Sabahattin no es un buen nombre para trabajar en la prensa. O sí. Sabahattin Alí figura en el panteón de honor de periodistas muertos en Turquía en extrañas circunstancias: el escritor y director de prensa fue asesinado en 1943, probablemente por los servicios secretos, y su cadáver nunca fue hallado.
El padre del repartidor ya se dedicaba a la prensa y él comenzó en 1968 voceando los titulares de los periódicos por la calle. De madrugada entraba a trabajar en la imprenta de Hürriyet, el diario más leído del país, y por la tarde repartía Apoyevmatini y otros diarios de minorías.
Sabahattin no es griego. Es turco. “Pero siempre crecí entre ellos”, dice. Griegos, armenios y judíos del barrio de Kurtulus.
Vassiliadis, el guerrero infatigable
Escribir sobre las minorías en Turquía tiene algo de otoñal. Es un esfuerzo casi fútil. En cuanto tratas de aprehender algunas páginas de su historia, se desprenden como las hojas de los árboles, doradas, secas, testigo de un tiempo que ya es pasado y que se deshace entre los dedos como el polvo. Como la memoria.
Es, además, una historia de tragedias. La más conocida comenzó un 24 de abril de 1915, cuando el Gobierno otomano, acosado en todos sus frentes por las potencias enemigas, ordenó enviar al destierro a 235 destacados intelectuales armenios de Estambul, entre ellos no pocos periodistas. A los intelectuales le siguió la deportación de más de un millón de ciudadanos otomanos de etnia armenia a los desiertos de Siria: pocos regresaron con vida de estas caravanas de la muerte, internacionalmente conocidas como el Genocidio Armenio, y por los armenios como el Mets Yeghern, el Gran Crimen.
Pero hay más episodios trágicos. En 1923 se pactó un intercambio de población: más de un millón de cristianos ortodoxos de Anatolia fueron enviados a Grecia, y casi medio millón de musulmanes que habitaban allí hicieron el camino inverso hacia la nueva República turca. En la década de 1930 hubo pogromos contra los judíos de la Tracia turca, y en las de 1950, 1960 y 1970, contra los griegos de Estambul. En plena Segunda Guerra Mundial, mientras Turquía se convertía en tierra de acogida para los judíos que huían del exterminio en el Reich alemán, Ankara aprobó una medida sin precedentes: gravó las posesiones de los no musulmanes con un impuesto especial que dejó a la mayoría en la ruina.

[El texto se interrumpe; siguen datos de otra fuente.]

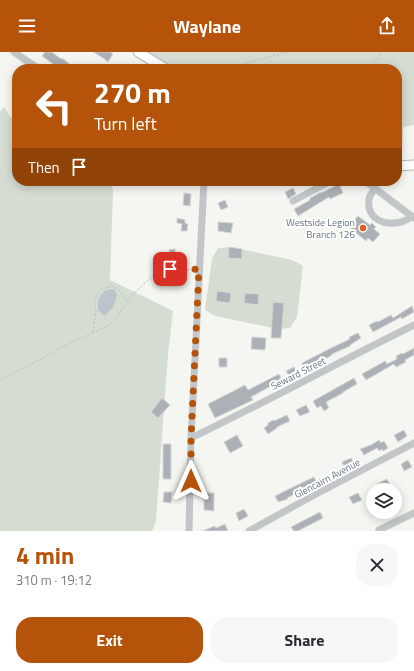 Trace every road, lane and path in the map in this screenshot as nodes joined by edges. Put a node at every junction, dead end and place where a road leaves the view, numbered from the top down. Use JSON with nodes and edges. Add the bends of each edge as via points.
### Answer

Aquellos que no podían pagar fueron enviados a campos de trabajo en el este del país. Como la decisión parecía sacada de la propia mente de Hitler, la presión internacional hizo que el entonces presidente turco, Ismet Inönü, diese marcha atrás y cerrase los campos, pero ya había conseguido lo deseado: reducir el poder económico de cristianos y judíos. Así que tras la contienda, muchos hicieron las maletas hacia Israel, Grecia, Europa o Norteamérica. Si a inicios de la Primera Guerra Mundial los armenios, griegos, católicos levantinos, búlgaros y judíos representaban cerca del 20 % de la población otomana, un siglo más tarde apenas eran el 0,2 % de la turca. En Estambul eran 400.000 los miembros de las minorías en torno a 1914, casi la mitad de sus vecinos; hoy son menos de 100.000, un gota en un océano de más de 15 millones de habitantes. “Cada vez quedamos menos”, lamenta el impresor Varant.

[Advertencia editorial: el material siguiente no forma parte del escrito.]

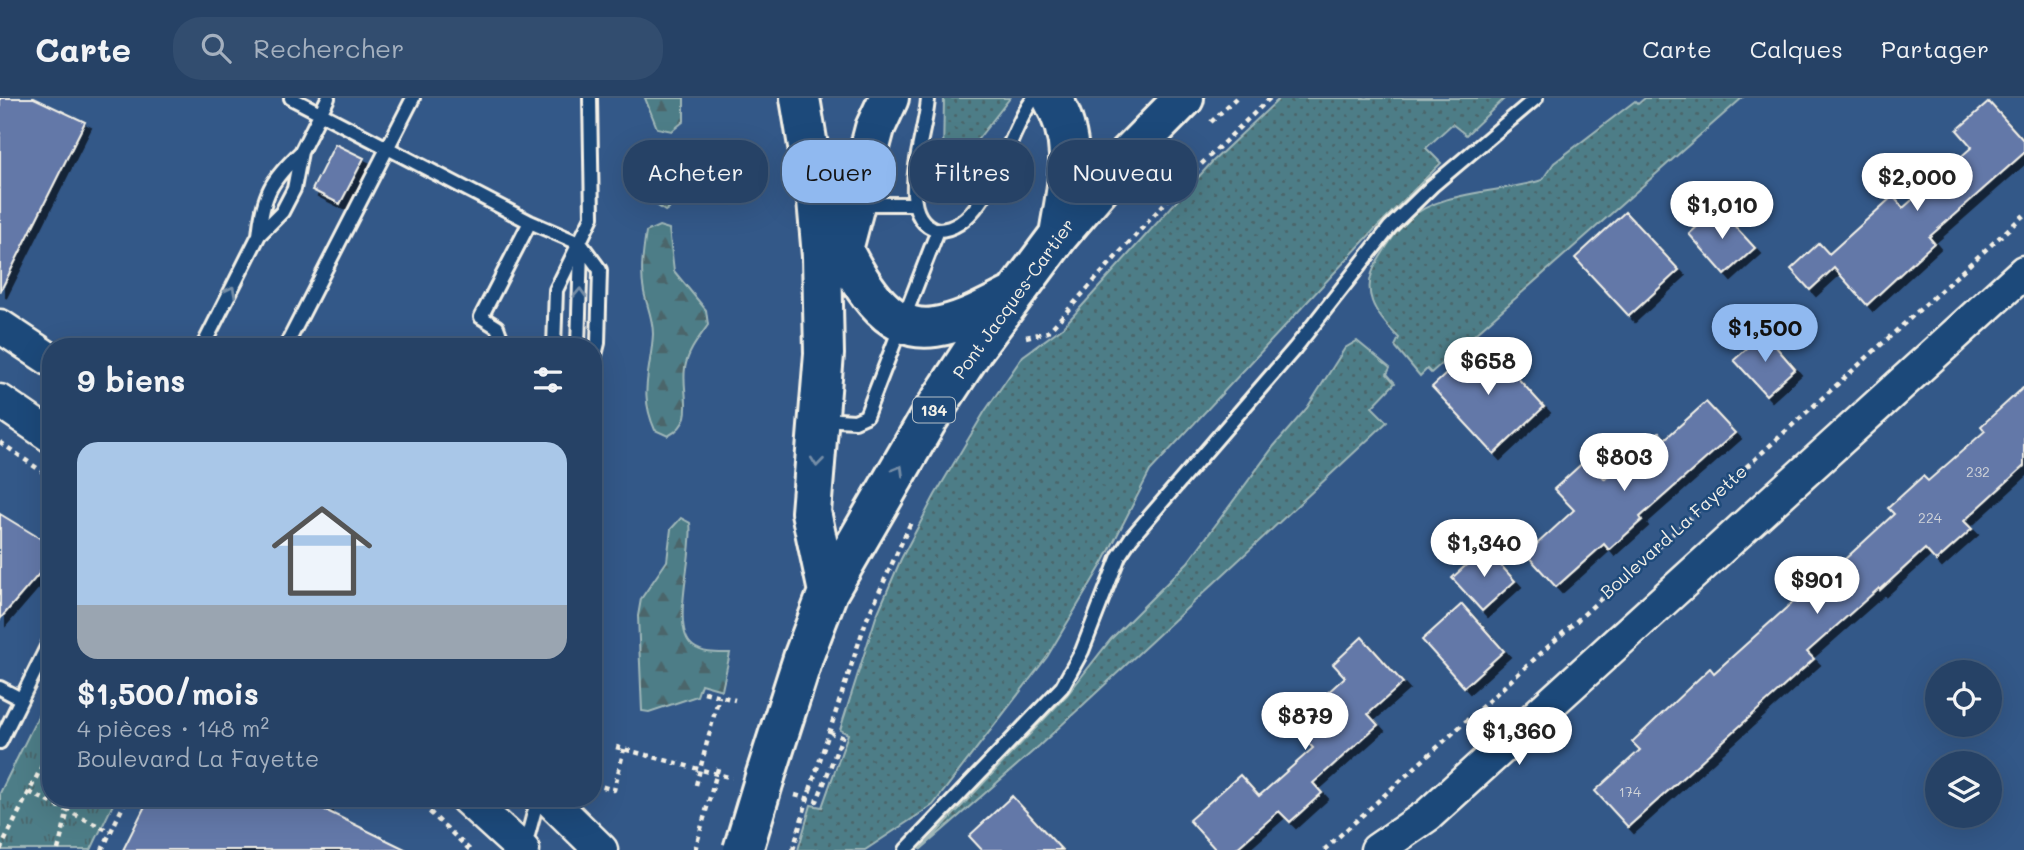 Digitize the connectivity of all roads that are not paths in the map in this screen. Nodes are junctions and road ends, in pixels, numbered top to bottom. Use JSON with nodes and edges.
{"nodes":[{"id":1,"x":291,"y":98,"type":"edge"},
{"id":2,"x":328,"y":98,"type":"edge"},
{"id":3,"x":413,"y":98,"type":"edge"},
{"id":4,"x":590,"y":98,"type":"edge"},
{"id":5,"x":800,"y":98,"type":"edge"},
{"id":6,"x":890,"y":98,"type":"edge"},
{"id":7,"x":928,"y":98,"type":"edge"},
{"id":8,"x":1034,"y":98,"type":"edge"},
{"id":9,"x":1052,"y":98,"type":"edge"},
{"id":10,"x":1536,"y":98,"type":"edge"},
{"id":11,"x":1195,"y":112,"type":"edge"},
{"id":12,"x":320,"y":113,"type":"junction"},
{"id":13,"x":815,"y":140,"type":"edge"},
{"id":14,"x":869,"y":140,"type":"edge"},
{"id":15,"x":388,"y":147,"type":"junction"},
{"id":16,"x":301,"y":152,"type":"junction"},
{"id":17,"x":836,"y":203,"type":"edge"},
{"id":18,"x":836,"y":203,"type":"edge"},
{"id":19,"x":875,"y":203,"type":"edge"},
{"id":20,"x":914,"y":204,"type":"junction"},
{"id":21,"x":530,"y":222,"type":"junction"},
{"id":22,"x":938,"y":230,"type":"junction"},
{"id":23,"x":259,"y":235,"type":"junction"},
{"id":24,"x":1059,"y":235,"type":"junction"},
{"id":25,"x":582,"y":244,"type":"junction"},
{"id":26,"x":844,"y":247,"type":"junction"},
{"id":27,"x":2024,"y":272,"type":"edge"},
{"id":28,"x":1012,"y":296,"type":"junction"},
{"id":29,"x":824,"y":320,"type":"junction"},
{"id":30,"x":902,"y":324,"type":"junction"},
{"id":31,"x":0,"y":326,"type":"edge"},
{"id":32,"x":206,"y":338,"type":"edge"},
{"id":33,"x":290,"y":338,"type":"edge"},
{"id":34,"x":501,"y":338,"type":"edge"},
{"id":35,"x":554,"y":338,"type":"edge"},
{"id":36,"x":578,"y":338,"type":"edge"},
{"id":37,"x":598,"y":338,"type":"edge"},
{"id":38,"x":42,"y":354,"type":"edge"},
{"id":39,"x":0,"y":401,"type":"edge"},
{"id":40,"x":821,"y":419,"type":"junction"},
{"id":41,"x":42,"y":430,"type":"edge"},
{"id":42,"x":828,"y":592,"type":"junction"},
{"id":43,"x":42,"y":657,"type":"edge"},
{"id":44,"x":0,"y":688,"type":"edge"},
{"id":45,"x":21,"y":699,"type":"junction"},
{"id":46,"x":0,"y":742,"type":"edge"},
{"id":47,"x":476,"y":807,"type":"edge"},
{"id":48,"x":536,"y":807,"type":"edge"},
{"id":49,"x":557,"y":807,"type":"edge"},
{"id":50,"x":1428,"y":815,"type":"junction"},
{"id":51,"x":524,"y":850,"type":"edge"},
{"id":52,"x":601,"y":850,"type":"edge"},
{"id":53,"x":743,"y":850,"type":"edge"},
{"id":54,"x":906,"y":850,"type":"edge"},
{"id":55,"x":1377,"y":850,"type":"edge"},
{"id":56,"x":1402,"y":850,"type":"edge"}],
"edges":[{"from":1,"to":12,"type":"lane"},
{"from":2,"to":12,"type":"lane"},
{"from":3,"to":15,"type":"lane"},
{"from":4,"to":25,"type":"lane"},
{"from":5,"to":13,"type":"main road"},
{"from":6,"to":14,"type":"main road"},
{"from":7,"to":20,"type":"lane"},
{"from":8,"to":22,"type":"lane"},
{"from":9,"to":24,"type":"main road"},
{"from":10,"to":54,"type":"lane"},
{"from":11,"to":24,"type":"main road","name":"Pont Jacques-Cartier","number":"134"},
{"from":12,"to":15,"type":"lane"},
{"from":12,"to":16,"type":"lane"},
{"from":15,"to":21,"type":"lane"},
{"from":15,"to":33,"type":"lane"},
{"from":16,"to":23,"type":"lane"},
{"from":16,"to":23,"type":"lane"},
{"from":17,"to":26,"type":"main road"},
{"from":18,"to":29,"type":"main road"},
{"from":19,"to":20,"type":"lane"},
{"from":20,"to":22,"type":"lane"},
{"from":21,"to":25,"type":"lane"},
{"from":21,"to":34,"type":"lane"},
{"from":22,"to":30,"type":"lane"},
{"from":32,"to":23,"type":"lane","one_way":true},
{"from":24,"to":28,"type":"main road","name":"Pont Jacques-Cartier","number":"134"},
{"from":25,"to":35,"type":"lane"},
{"from":36,"to":25,"type":"lane","one_way":true},
{"from":25,"to":37,"type":"lane"},
{"from":26,"to":29,"type":"main road"},
{"from":26,"to":30,"type":"main road"},
{"from":27,"to":50,"type":"street"},
{"from":28,"to":30,"type":"main road"},
{"from":42,"to":28,"type":"main road","name":"Pont Jacques-Cartier","number":"134","one_way":true},
{"from":29,"to":40,"type":"main road"},
{"from":30,"to":40,"type":"lane"},
{"from":31,"to":38,"type":"street"},
{"from":39,"to":41,"type":"street"},
{"from":40,"to":42,"type":"main road","one_way":true},
{"from":42,"to":53,"type":"main road","name":"Pont Jacques-Cartier","number":"134","bridge":true},
{"from":43,"to":45,"type":"lane"},
{"from":44,"to":45,"type":"lane"},
{"from":45,"to":46,"type":"lane"},
{"from":47,"to":51,"type":"street"},
{"from":48,"to":51,"type":"lane"},
{"from":49,"to":52,"type":"street"},
{"from":50,"to":55,"type":"street"},
{"from":50,"to":56,"type":"street"}]}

De ahí los periódicos que editan, cada uno en su lengua, los judíos, los armenios y los griegos de Estambul. Es una batalla contra el avance inexorable de la historia. Scripta manent. Una guerra sin cuartel contra las huestes del tiempo.
Uno de sus guerreros más incansables es Mijalis Vassiliadis. Pelea cada día con uñas y dientes, casi en solitario, con una energía que nadie sabe de dónde sale a sus 79 años.
Que le hablen de crisis de la prensa le debe sonar gracioso a este vejete de mirada inquieta. En su vida como periodista no ha conocido otra cosa que crisis y problemas. La primera publicación en la que trabajaba, el semanario en griego Elefzeri Foni, fue clausurada por los tribunales turcos bajo la acusación de “dañar la unidad nacional”; su director escapó a Grecia y dejó al joven Vassiliadis solo frente al fregado judicial, que se prolongó durante una década hasta que en 1975 fue absuelto. Se empleó en otro periódico, pero, para entonces, eran menos de 10.000 los griegos que quedaban en Estambul (diez veces menos que al inicio de la República) y el negocio de la prensa en griego hacía aguas. Finalmente, él también hizo las maletas y se estableció en Atenas, donde trabajó como periodista durante casi tres décadas.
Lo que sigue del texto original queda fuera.